Wednesday, July 22, 2009

TARP Inspector General Debunks His Own False $23 Trillion Bailout Estimate

By Pat Garofalo

Yesterday, TARP Inspector General Neil Barosky released a report which crudely tallied up the cost of every economic rescue program proposed during the current crisis — including those that have been discontinued or never even began — to state that the total scope of all financial rescue programs comes to about $23.7 trillion. Cable news hosts ran wild with the report, using it to claim that taxpayers will “ultimately” wind up paying $23 trillion in “bailouts.”
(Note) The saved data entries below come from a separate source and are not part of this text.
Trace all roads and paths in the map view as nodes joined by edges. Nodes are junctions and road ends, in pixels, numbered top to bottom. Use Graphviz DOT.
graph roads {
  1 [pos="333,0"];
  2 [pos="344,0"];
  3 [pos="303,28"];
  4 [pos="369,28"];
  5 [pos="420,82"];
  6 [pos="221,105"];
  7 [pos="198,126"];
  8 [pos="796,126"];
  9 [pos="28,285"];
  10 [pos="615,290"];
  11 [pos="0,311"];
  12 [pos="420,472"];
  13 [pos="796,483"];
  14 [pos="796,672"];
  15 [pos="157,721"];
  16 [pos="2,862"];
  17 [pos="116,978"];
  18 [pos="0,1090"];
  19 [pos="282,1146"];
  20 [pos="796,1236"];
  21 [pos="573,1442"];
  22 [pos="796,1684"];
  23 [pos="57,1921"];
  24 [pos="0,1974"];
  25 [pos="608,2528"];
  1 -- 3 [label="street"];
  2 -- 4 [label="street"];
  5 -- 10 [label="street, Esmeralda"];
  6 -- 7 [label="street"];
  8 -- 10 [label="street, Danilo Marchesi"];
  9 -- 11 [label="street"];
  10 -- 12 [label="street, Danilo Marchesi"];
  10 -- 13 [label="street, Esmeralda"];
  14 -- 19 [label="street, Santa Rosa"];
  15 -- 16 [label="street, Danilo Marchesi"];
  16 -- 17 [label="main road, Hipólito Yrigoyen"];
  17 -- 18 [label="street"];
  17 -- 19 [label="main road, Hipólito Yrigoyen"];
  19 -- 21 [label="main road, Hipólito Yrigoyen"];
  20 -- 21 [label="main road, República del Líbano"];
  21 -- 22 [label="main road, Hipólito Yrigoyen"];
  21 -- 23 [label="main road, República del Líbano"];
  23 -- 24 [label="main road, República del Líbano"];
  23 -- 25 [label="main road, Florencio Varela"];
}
The number continued to be cited on cable last night and this morning, with Fox News even claiming that $23 trillion will be the final cost of TARP alone. But Barofsky himself appeared on CNN to explain that the actual outstanding amount for the financial rescues is closer to $3 trillion, including loans that have yet to be repaid. Watch a compilation:

Barofsky’s report clearly states that “these numbers may have some overlap, and have not been evaluated to provide an estimate of likely net costs to the taxpayer”:

[S]ome of the programs have been discontinued or even, in some cases, not utilized. As such, these total potential support figures do not represent a current total, but the sum total of all support programs announced since the onset of the financial crisis in 2007.

But this doesn’t go far enough in explaining how unlikely we are to ever come close to spending so much money. As Floyd Norris explained in the New York Times, Barofsky’s estimate “assumes that every home mortgage backed by Fannie Mae or Freddie Mac goes into default, and all the homes turn out to be worthless. It assumes that every bank in America fails, with not a single asset worth even a penny. And it assumes that all of the assets held by money market mutual funds, including Treasury bills, turn out to be worthless.” If this doomsday economic scenario were ever to occur, the American currency would be rendered worthless.

Media Matters pointed out that both USA Today and the CBS Evening News used the same misleading number. And as Norris put it, publishing such a meaningless number makes Barofsky seem like nothing more than “an irresponsible headline hunter.”